(Stored data)
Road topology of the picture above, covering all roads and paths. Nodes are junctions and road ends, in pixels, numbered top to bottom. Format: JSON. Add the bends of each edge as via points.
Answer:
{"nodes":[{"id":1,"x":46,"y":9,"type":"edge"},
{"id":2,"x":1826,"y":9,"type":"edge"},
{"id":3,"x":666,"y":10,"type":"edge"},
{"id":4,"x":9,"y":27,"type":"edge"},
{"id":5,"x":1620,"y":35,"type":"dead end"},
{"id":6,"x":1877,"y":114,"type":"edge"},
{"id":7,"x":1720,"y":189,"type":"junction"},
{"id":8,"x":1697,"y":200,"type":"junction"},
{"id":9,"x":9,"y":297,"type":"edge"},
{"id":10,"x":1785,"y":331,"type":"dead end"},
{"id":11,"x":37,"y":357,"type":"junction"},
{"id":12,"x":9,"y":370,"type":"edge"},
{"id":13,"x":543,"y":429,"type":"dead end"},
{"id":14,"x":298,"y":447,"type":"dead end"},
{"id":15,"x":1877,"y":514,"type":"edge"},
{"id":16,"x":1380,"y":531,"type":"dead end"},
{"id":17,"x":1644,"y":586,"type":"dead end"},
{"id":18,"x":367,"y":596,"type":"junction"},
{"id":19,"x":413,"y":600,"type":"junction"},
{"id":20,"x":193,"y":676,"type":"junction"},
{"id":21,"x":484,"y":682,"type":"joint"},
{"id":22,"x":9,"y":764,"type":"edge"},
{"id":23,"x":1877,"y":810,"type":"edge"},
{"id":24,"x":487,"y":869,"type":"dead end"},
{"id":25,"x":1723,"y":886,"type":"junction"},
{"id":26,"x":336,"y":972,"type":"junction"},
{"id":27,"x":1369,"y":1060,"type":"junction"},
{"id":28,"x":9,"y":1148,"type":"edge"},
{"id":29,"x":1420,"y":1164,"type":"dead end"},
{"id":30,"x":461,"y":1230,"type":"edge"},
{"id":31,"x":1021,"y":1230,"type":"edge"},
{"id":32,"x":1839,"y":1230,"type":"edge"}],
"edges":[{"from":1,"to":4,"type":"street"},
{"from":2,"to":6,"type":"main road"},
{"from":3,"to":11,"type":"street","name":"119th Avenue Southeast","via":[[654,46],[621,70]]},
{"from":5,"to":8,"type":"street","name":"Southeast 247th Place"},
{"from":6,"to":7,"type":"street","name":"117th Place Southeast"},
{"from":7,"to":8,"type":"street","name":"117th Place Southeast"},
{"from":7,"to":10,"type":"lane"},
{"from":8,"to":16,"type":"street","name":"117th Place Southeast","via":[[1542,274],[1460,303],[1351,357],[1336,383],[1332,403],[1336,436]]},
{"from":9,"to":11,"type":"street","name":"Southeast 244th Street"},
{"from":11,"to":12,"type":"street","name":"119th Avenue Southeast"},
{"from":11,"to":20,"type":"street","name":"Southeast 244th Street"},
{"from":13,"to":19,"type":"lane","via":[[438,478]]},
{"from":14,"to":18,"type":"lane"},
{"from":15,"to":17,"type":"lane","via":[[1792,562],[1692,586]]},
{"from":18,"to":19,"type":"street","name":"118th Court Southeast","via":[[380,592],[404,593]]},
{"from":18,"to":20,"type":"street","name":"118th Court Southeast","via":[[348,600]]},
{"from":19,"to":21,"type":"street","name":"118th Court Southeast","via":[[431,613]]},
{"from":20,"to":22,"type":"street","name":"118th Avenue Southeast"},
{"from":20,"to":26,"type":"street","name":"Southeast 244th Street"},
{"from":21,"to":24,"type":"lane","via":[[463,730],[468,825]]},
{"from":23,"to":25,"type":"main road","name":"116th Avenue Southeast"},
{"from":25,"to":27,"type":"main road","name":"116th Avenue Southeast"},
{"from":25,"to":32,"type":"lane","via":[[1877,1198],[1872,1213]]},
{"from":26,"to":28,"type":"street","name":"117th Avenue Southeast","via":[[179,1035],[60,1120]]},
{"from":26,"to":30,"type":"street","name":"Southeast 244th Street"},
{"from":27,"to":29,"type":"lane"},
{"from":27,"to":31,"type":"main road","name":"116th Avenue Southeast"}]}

▶ **ACTIVITY**
Bring together all lines of the entries above in which the string "road" occurs.

▶ **EXERCISE SOLUTION**
Road topology of the picture above, covering all roads and paths. Nodes are junctions and road ends, in pixels, numbered top to bottom. Format: JSON. Add the bends of each edge as via points.
{"from":2,"to":6,"type":"main road"},
{"from":23,"to":25,"type":"main road","name":"116th Avenue Southeast"},
{"from":25,"to":27,"type":"main road","name":"116th Avenue Southeast"},
{"from":27,"to":31,"type":"main road","name":"116th Avenue Southeast"}]}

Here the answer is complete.